==== Data records

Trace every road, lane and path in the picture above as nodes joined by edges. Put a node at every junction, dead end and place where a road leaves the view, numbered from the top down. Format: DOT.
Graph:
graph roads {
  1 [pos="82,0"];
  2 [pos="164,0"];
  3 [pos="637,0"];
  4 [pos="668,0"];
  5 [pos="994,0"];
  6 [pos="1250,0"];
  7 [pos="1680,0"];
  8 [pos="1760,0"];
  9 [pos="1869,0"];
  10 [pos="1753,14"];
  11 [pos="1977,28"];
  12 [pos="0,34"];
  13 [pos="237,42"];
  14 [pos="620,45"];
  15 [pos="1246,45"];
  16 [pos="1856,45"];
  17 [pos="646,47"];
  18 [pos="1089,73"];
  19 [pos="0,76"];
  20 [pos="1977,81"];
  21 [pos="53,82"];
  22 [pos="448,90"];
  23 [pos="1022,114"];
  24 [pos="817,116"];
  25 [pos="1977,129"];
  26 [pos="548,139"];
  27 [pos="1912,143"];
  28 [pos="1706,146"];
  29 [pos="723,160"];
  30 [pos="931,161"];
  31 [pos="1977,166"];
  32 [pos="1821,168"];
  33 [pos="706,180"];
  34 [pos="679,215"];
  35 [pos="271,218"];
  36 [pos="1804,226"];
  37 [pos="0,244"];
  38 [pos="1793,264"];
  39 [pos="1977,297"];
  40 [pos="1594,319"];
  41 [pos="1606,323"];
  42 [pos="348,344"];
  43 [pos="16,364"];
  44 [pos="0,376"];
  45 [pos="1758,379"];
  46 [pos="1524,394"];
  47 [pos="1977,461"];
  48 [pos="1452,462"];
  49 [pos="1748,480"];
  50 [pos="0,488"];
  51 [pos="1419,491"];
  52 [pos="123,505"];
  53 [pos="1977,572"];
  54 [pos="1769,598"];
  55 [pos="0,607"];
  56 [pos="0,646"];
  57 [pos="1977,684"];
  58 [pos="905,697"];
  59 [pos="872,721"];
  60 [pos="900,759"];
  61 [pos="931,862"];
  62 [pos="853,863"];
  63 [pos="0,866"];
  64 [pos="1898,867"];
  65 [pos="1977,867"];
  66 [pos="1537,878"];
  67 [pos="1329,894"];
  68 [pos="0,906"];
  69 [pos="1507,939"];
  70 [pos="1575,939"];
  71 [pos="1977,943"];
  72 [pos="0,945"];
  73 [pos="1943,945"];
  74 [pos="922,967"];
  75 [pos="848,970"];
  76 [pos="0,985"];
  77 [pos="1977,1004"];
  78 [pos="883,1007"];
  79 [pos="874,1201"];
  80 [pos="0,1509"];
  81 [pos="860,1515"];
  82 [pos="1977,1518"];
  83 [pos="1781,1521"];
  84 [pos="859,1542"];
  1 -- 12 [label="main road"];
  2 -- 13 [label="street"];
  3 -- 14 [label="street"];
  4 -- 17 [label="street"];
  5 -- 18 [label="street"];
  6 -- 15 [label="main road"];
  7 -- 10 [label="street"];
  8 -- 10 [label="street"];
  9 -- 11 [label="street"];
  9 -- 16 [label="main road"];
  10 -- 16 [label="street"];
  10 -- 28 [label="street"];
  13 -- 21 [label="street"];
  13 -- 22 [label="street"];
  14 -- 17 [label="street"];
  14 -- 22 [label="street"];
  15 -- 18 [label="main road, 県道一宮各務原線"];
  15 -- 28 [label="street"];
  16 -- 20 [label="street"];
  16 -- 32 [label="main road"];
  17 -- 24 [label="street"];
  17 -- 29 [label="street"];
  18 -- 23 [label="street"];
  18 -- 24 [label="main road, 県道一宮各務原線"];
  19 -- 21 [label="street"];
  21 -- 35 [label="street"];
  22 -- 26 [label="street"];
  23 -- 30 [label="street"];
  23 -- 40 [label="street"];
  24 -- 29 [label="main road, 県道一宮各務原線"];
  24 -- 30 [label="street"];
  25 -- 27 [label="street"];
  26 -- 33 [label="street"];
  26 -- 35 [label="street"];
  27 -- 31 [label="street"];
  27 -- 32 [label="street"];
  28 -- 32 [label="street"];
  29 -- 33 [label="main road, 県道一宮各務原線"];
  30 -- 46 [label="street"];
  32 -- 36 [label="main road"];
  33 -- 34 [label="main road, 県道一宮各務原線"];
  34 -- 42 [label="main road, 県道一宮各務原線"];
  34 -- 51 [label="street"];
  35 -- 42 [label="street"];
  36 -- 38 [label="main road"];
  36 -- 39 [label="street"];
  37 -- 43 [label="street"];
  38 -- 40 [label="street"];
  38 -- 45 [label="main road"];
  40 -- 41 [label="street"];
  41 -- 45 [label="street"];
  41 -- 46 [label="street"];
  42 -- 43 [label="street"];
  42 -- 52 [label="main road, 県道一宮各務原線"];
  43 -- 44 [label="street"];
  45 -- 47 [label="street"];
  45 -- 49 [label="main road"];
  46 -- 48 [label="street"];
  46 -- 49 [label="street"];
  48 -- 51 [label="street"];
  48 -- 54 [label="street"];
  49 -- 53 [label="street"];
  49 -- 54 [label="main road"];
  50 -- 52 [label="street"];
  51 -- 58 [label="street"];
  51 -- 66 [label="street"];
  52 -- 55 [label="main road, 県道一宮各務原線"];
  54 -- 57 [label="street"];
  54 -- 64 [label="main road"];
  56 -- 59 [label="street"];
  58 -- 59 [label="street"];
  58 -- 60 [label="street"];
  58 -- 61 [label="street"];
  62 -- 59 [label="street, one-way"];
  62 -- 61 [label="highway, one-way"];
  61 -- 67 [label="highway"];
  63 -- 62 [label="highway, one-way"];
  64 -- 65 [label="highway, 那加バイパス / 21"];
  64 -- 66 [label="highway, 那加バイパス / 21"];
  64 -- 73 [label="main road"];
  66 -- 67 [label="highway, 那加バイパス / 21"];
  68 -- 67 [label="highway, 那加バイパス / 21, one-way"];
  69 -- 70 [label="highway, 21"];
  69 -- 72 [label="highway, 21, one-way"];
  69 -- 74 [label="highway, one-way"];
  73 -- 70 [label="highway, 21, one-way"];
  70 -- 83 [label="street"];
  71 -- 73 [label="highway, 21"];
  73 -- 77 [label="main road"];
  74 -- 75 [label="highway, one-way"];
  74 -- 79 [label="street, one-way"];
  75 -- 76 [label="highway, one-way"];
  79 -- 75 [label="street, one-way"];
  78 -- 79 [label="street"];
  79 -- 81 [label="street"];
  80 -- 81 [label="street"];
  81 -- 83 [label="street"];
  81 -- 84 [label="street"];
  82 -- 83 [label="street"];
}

========

Look above for lines with the word "県道一宮各務原線" and copy them all.

  15 -- 18 [label="main road, 県道一宮各務原線"];
  18 -- 24 [label="main road, 県道一宮各務原線"];
  24 -- 29 [label="main road, 県道一宮各務原線"];
  29 -- 33 [label="main road, 県道一宮各務原線"];
  33 -- 34 [label="main road, 県道一宮各務原線"];
  34 -- 42 [label="main road, 県道一宮各務原線"];
  42 -- 52 [label="main road, 県道一宮各務原線"];
  52 -- 55 [label="main road, 県道一宮各務原線"];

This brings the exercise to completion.